WORK ITEM:
Reproduce the entries that follow exactly. No picture should appear in the result.

GIVEN DATA:
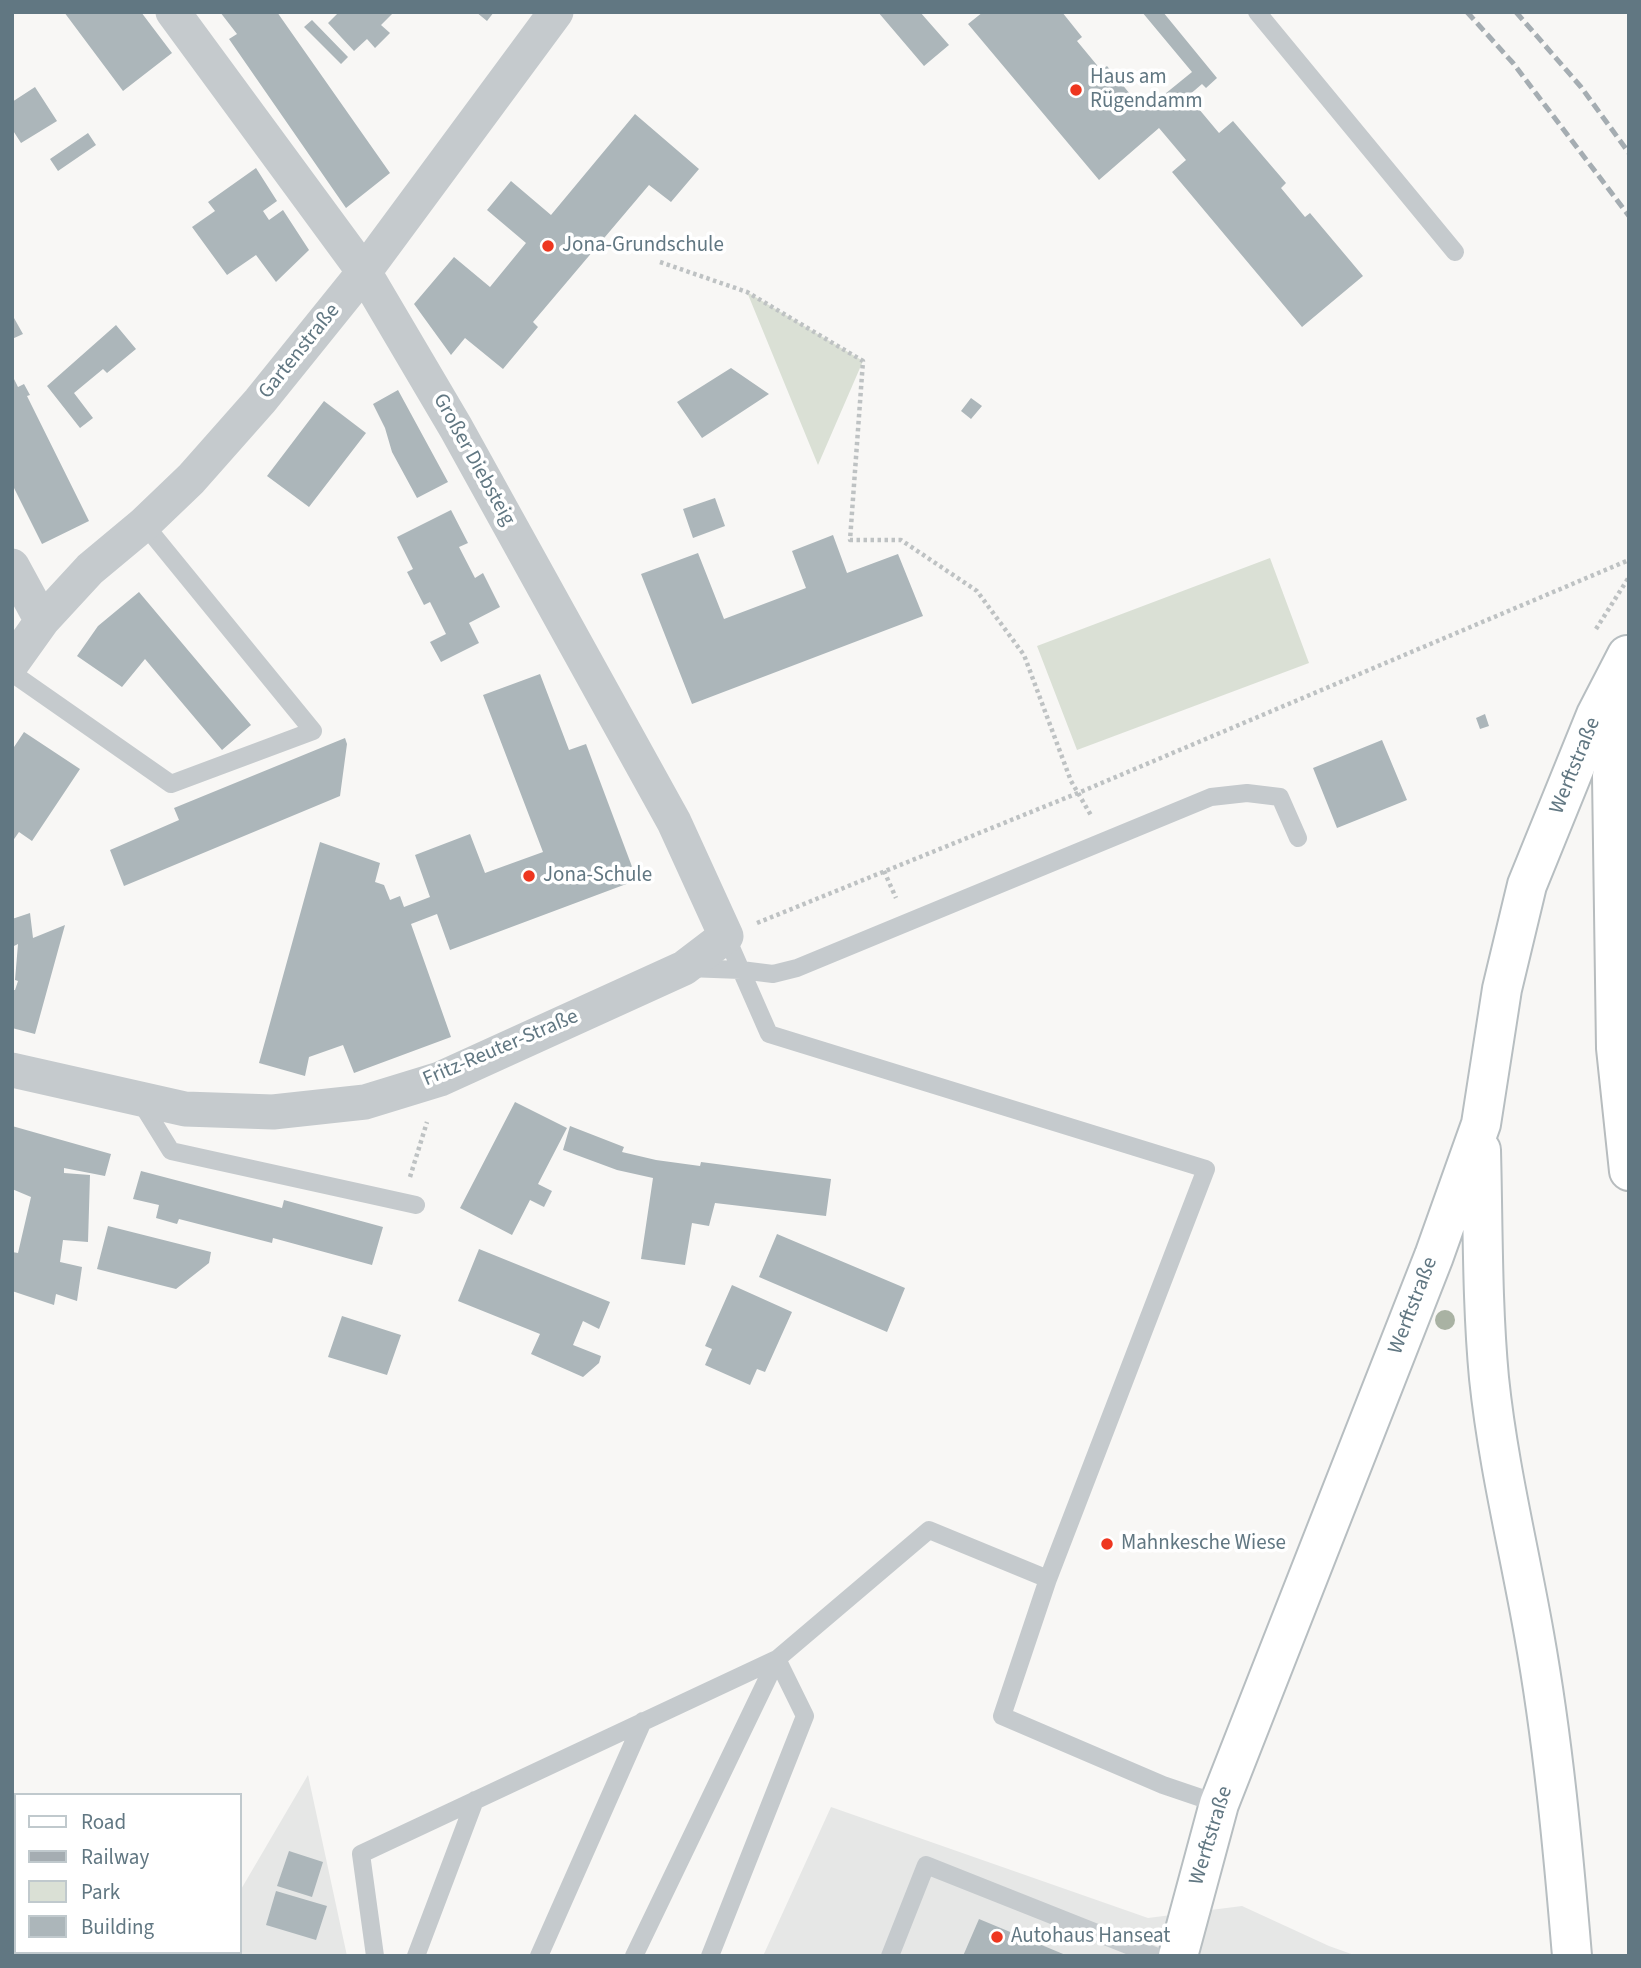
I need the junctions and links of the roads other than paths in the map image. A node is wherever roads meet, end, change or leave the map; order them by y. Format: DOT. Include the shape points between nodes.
graph roads {
  1 [pos="173,12"];
  2 [pos="556,12"];
  3 [pos="1257,12"];
  4 [pos="1455,252"];
  5 [pos="364,272"];
  6 [pos="144,524"];
  7 [pos="12,566"];
  8 [pos="42,621"];
  9 [pos="1629,653"];
  10 [pos="12,663"];
  11 [pos="1629,664"];
  12 [pos="12,673"];
  13 [pos="1298,838"];
  14 [pos="726,936"];
  15 [pos="684,968"];
  16 [pos="741,970"];
  17 [pos="12,1070"];
  18 [pos="140,1101"];
  19 [pos="1481,1124"];
  20 [pos="1629,1171"];
  21 [pos="409,1203"];
  22 [pos="1048,1579"];
  23 [pos="777,1659"];
  24 [pos="643,1721"];
  25 [pos="475,1800"];
  26 [pos="1219,1804"];
  27 [pos="375,1956"];
  28 [pos="416,1956"];
  29 [pos="539,1956"];
  30 [pos="635,1956"];
  31 [pos="710,1956"];
  32 [pos="890,1956"];
  33 [pos="1155,1956"];
  34 [pos="1178,1956"];
  35 [pos="1572,1956"];
  1 -- 5 [label="street, Großer Diebsteig"];
  2 -- 5 [label="street, Gartenstraße"];
  3 -- 4 [label="lane"];
  5 -- 6 [label="street, Gartenstraße" via="243,421"];
  5 -- 14 [label="street, Großer Diebsteig" via="456,428 674,822"];
  6 -- 8 [label="street, Gartenstraße" via="90,569"];
  6 -- 12 [label="lane" via="313,731 171,784"];
  7 -- 8 [label="street"];
  8 -- 10 [label="street, Gartenstraße"];
  9 -- 19 [label="main road, Werftstraße" via="1596,715 1527,884 1502,989"];
  11 -- 20 [label="main road" via="1612,776 1616,1048"];
  13 -- 16 [label="lane" via="1280,797 1247,793 1211,797 797,968 773,974"];
  14 -- 15 [label="street, Fritz-Reuter-Straße"];
  14 -- 16 [label="lane"];
  15 -- 16 [label="lane"];
  15 -- 18 [label="street, Fritz-Reuter-Straße" via="440,1079 365,1101 273,1112 185,1110"];
  16 -- 22 [label="lane" via="769,1034 1206,1169"];
  17 -- 18 [label="street, Fritz-Reuter-Straße"];
  18 -- 21 [label="lane" via="171,1151"];
  19 -- 26 [label="main road, Werftstraße" via="1434,1256"];
  19 -- 35 [label="main road" via="1489,1377 1544,1692"];
  22 -- 23 [label="lane" via="929,1530"];
  22 -- 26 [label="lane" via="1002,1716"];
  23 -- 24 [label="lane"];
  23 -- 30 [label="lane"];
  23 -- 31 [label="lane" via="805,1716"];
  24 -- 25 [label="lane"];
  24 -- 29 [label="lane"];
  25 -- 27 [label="lane" via="361,1854"];
  25 -- 28 [label="lane"];
  26 -- 34 [label="main road, Werftstraße"];
  32 -- 33 [label="lane" via="926,1865"];
}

EXPECTED ANSWER:
I need the junctions and links of the roads other than paths in the map image. A node is wherever roads meet, end, change or leave the map; order them by y. Format: DOT. Include the shape points between nodes.
graph roads {
  1 [pos="173,12"];
  2 [pos="556,12"];
  3 [pos="1257,12"];
  4 [pos="1455,252"];
  5 [pos="364,272"];
  6 [pos="144,524"];
  7 [pos="12,566"];
  8 [pos="42,621"];
  9 [pos="1629,653"];
  10 [pos="12,663"];
  11 [pos="1629,664"];
  12 [pos="12,673"];
  13 [pos="1298,838"];
  14 [pos="726,936"];
  15 [pos="684,968"];
  16 [pos="741,970"];
  17 [pos="12,1070"];
  18 [pos="140,1101"];
  19 [pos="1481,1124"];
  20 [pos="1629,1171"];
  21 [pos="409,1203"];
  22 [pos="1048,1579"];
  23 [pos="777,1659"];
  24 [pos="643,1721"];
  25 [pos="475,1800"];
  26 [pos="1219,1804"];
  27 [pos="375,1956"];
  28 [pos="416,1956"];
  29 [pos="539,1956"];
  30 [pos="635,1956"];
  31 [pos="710,1956"];
  32 [pos="890,1956"];
  33 [pos="1155,1956"];
  34 [pos="1178,1956"];
  35 [pos="1572,1956"];
  1 -- 5 [label="street, Großer Diebsteig"];
  2 -- 5 [label="street, Gartenstraße"];
  3 -- 4 [label="lane"];
  5 -- 6 [label="street, Gartenstraße" via="243,421"];
  5 -- 14 [label="street, Großer Diebsteig" via="456,428 674,822"];
  6 -- 8 [label="street, Gartenstraße" via="90,569"];
  6 -- 12 [label="lane" via="313,731 171,784"];
  7 -- 8 [label="street"];
  8 -- 10 [label="street, Gartenstraße"];
  9 -- 19 [label="main road, Werftstraße" via="1596,715 1527,884 1502,989"];
  11 -- 20 [label="main road" via="1612,776 1616,1048"];
  13 -- 16 [label="lane" via="1280,797 1247,793 1211,797 797,968 773,974"];
  14 -- 15 [label="street, Fritz-Reuter-Straße"];
  14 -- 16 [label="lane"];
  15 -- 16 [label="lane"];
  15 -- 18 [label="street, Fritz-Reuter-Straße" via="440,1079 365,1101 273,1112 185,1110"];
  16 -- 22 [label="lane" via="769,1034 1206,1169"];
  17 -- 18 [label="street, Fritz-Reuter-Straße"];
  18 -- 21 [label="lane" via="171,1151"];
  19 -- 26 [label="main road, Werftstraße" via="1434,1256"];
  19 -- 35 [label="main road" via="1489,1377 1544,1692"];
  22 -- 23 [label="lane" via="929,1530"];
  22 -- 26 [label="lane" via="1002,1716"];
  23 -- 24 [label="lane"];
  23 -- 30 [label="lane"];
  23 -- 31 [label="lane" via="805,1716"];
  24 -- 25 [label="lane"];
  24 -- 29 [label="lane"];
  25 -- 27 [label="lane" via="361,1854"];
  25 -- 28 [label="lane"];
  26 -- 34 [label="main road, Werftstraße"];
  32 -- 33 [label="lane" via="926,1865"];
}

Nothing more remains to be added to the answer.